At 8/24/03 10:40 PM , Brian Ipsen wrote:

>V*l*A*G*R*A F*R*E*E!

I assume you need to check for the V-word ;-) - assuming, that the spammers
might put a space, a star or a '-' between the letters... What would such a
rule look like ??

Here's my take on this issue:


Characters I've seen used as separators include: space, -, _, =, + and *. So /[ _+=\*\-]/ will catch all of those. You need the \ before the -, because otherwise the regex engine will try to interpret it as meaning "=-*", i.e., "anything in the range from = to *". (I think it then interprets that ASCIIbetically, meaning =<;:9876543210/.-,+* -- which is not what you want.) I'm not sure if the \ is needed before * when inside [brackets], but it doesn't hurt to include it.

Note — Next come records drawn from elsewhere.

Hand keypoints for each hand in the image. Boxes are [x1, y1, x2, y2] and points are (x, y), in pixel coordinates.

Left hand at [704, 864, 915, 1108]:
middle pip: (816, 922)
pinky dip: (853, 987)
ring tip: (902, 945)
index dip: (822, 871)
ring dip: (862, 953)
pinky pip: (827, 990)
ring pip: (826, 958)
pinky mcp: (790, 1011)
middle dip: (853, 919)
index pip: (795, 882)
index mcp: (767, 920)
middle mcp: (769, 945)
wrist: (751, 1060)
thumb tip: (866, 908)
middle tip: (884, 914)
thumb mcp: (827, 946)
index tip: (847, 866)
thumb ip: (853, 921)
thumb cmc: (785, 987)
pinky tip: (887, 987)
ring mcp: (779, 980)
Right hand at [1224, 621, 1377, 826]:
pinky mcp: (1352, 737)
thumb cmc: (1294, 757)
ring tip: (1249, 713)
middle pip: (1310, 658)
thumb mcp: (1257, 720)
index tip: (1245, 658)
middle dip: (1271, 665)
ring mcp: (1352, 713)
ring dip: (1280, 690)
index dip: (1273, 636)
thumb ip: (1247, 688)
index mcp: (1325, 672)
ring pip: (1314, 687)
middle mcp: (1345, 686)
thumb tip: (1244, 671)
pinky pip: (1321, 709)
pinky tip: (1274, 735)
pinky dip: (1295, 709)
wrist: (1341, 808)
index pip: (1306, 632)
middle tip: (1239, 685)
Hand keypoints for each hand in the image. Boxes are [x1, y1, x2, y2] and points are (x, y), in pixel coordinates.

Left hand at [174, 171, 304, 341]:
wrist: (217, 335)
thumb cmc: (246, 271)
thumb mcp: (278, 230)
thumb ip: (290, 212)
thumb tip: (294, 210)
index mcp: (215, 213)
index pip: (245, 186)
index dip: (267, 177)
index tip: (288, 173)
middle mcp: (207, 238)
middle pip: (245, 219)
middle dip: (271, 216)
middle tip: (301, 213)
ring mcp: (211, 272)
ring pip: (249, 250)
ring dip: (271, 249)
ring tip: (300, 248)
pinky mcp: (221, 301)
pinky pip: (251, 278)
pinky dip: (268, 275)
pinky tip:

Alternatively, you could just use \W, which matches "any non-word character", that is, anything except [a-zA-Z0-9_]. This means you won't catch v_i_a_g_r_a, so you can use [\W_]. That way, if they suddenly start using ' or . as a separator, you're already a step ahead of them.

Spellings of the v-word can involve either "a" being replaced by @ (or maybe even by 4 if they're feeling l337), and the "i" being replaced by either !, an l (lowercase ell) or 1 (the numeral one). [EMAIL PROTECTED] catches the first; [i!1l] catches the second.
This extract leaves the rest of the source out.